### About this task
Every entry should be returned unchanged, with the pictures omitted.

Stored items
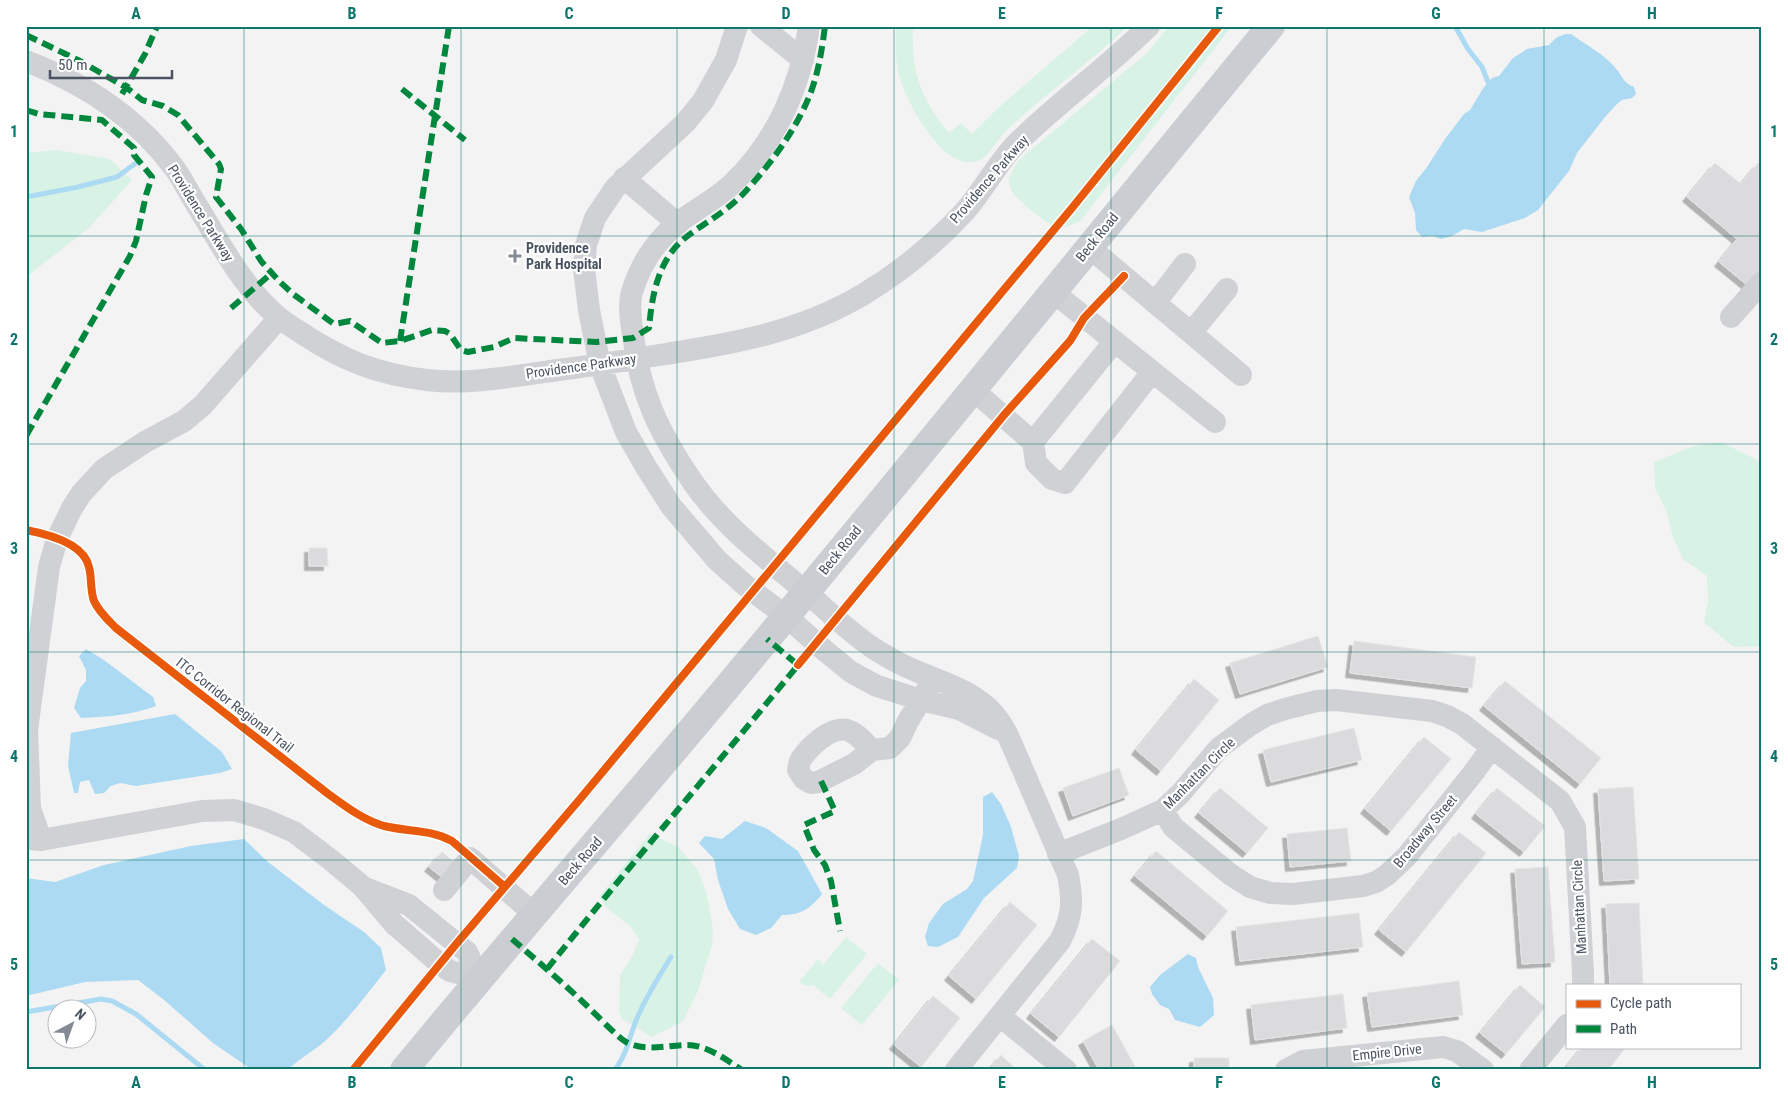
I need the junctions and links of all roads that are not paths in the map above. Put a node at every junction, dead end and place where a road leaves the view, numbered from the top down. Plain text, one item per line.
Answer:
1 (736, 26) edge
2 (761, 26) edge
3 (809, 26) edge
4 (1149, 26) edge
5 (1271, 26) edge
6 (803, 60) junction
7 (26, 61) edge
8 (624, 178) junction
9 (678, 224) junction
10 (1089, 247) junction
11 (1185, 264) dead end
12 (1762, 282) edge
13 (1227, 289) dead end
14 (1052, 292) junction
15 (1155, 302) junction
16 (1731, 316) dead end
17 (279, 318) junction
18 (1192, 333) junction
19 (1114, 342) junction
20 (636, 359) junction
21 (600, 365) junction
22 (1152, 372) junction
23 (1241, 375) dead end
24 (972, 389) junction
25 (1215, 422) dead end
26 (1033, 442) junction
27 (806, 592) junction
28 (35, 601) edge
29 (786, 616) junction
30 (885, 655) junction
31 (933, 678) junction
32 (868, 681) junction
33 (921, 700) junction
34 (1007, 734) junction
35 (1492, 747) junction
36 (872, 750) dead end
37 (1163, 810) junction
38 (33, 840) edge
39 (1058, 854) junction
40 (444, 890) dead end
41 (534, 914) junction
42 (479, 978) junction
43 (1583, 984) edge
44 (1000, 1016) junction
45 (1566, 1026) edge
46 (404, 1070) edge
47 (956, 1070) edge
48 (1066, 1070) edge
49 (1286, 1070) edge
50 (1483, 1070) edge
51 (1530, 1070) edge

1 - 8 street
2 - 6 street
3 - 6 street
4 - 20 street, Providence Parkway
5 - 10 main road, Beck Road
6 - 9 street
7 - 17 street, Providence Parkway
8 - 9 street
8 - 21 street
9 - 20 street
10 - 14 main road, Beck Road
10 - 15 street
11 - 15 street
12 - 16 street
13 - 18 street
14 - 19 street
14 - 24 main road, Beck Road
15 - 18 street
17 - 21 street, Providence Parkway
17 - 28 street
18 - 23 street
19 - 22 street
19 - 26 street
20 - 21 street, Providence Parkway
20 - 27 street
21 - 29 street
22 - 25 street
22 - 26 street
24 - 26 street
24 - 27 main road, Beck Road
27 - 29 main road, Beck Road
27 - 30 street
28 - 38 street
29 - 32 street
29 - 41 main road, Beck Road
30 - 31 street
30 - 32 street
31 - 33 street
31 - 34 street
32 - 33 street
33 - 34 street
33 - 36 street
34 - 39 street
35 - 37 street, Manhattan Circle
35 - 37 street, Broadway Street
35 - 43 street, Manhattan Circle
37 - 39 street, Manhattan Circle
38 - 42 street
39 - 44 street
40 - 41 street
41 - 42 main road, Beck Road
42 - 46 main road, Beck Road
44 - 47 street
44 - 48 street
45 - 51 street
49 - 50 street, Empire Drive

### Answer to this exercise
I need the junctions and links of all roads that are not paths in the map above. Put a node at every junction, dead end and place where a road leaves the view, numbered from the top down. Plain text, one item per line.
Answer:
1 (736, 26) edge
2 (761, 26) edge
3 (809, 26) edge
4 (1149, 26) edge
5 (1271, 26) edge
6 (803, 60) junction
7 (26, 61) edge
8 (624, 178) junction
9 (678, 224) junction
10 (1089, 247) junction
11 (1185, 264) dead end
12 (1762, 282) edge
13 (1227, 289) dead end
14 (1052, 292) junction
15 (1155, 302) junction
16 (1731, 316) dead end
17 (279, 318) junction
18 (1192, 333) junction
19 (1114, 342) junction
20 (636, 359) junction
21 (600, 365) junction
22 (1152, 372) junction
23 (1241, 375) dead end
24 (972, 389) junction
25 (1215, 422) dead end
26 (1033, 442) junction
27 (806, 592) junction
28 (35, 601) edge
29 (786, 616) junction
30 (885, 655) junction
31 (933, 678) junction
32 (868, 681) junction
33 (921, 700) junction
34 (1007, 734) junction
35 (1492, 747) junction
36 (872, 750) dead end
37 (1163, 810) junction
38 (33, 840) edge
39 (1058, 854) junction
40 (444, 890) dead end
41 (534, 914) junction
42 (479, 978) junction
43 (1583, 984) edge
44 (1000, 1016) junction
45 (1566, 1026) edge
46 (404, 1070) edge
47 (956, 1070) edge
48 (1066, 1070) edge
49 (1286, 1070) edge
50 (1483, 1070) edge
51 (1530, 1070) edge

1 - 8 street
2 - 6 street
3 - 6 street
4 - 20 street, Providence Parkway
5 - 10 main road, Beck Road
6 - 9 street
7 - 17 street, Providence Parkway
8 - 9 street
8 - 21 street
9 - 20 street
10 - 14 main road, Beck Road
10 - 15 street
11 - 15 street
12 - 16 street
13 - 18 street
14 - 19 street
14 - 24 main road, Beck Road
15 - 18 street
17 - 21 street, Providence Parkway
17 - 28 street
18 - 23 street
19 - 22 street
19 - 26 street
20 - 21 street, Providence Parkway
20 - 27 street
21 - 29 street
22 - 25 street
22 - 26 street
24 - 26 street
24 - 27 main road, Beck Road
27 - 29 main road, Beck Road
27 - 30 street
28 - 38 street
29 - 32 street
29 - 41 main road, Beck Road
30 - 31 street
30 - 32 street
31 - 33 street
31 - 34 street
32 - 33 street
33 - 34 street
33 - 36 street
34 - 39 street
35 - 37 street, Manhattan Circle
35 - 37 street, Broadway Street
35 - 43 street, Manhattan Circle
37 - 39 street, Manhattan Circle
38 - 42 street
39 - 44 street
40 - 41 street
41 - 42 main road, Beck Road
42 - 46 main road, Beck Road
44 - 47 street
44 - 48 street
45 - 51 street
49 - 50 street, Empire Drive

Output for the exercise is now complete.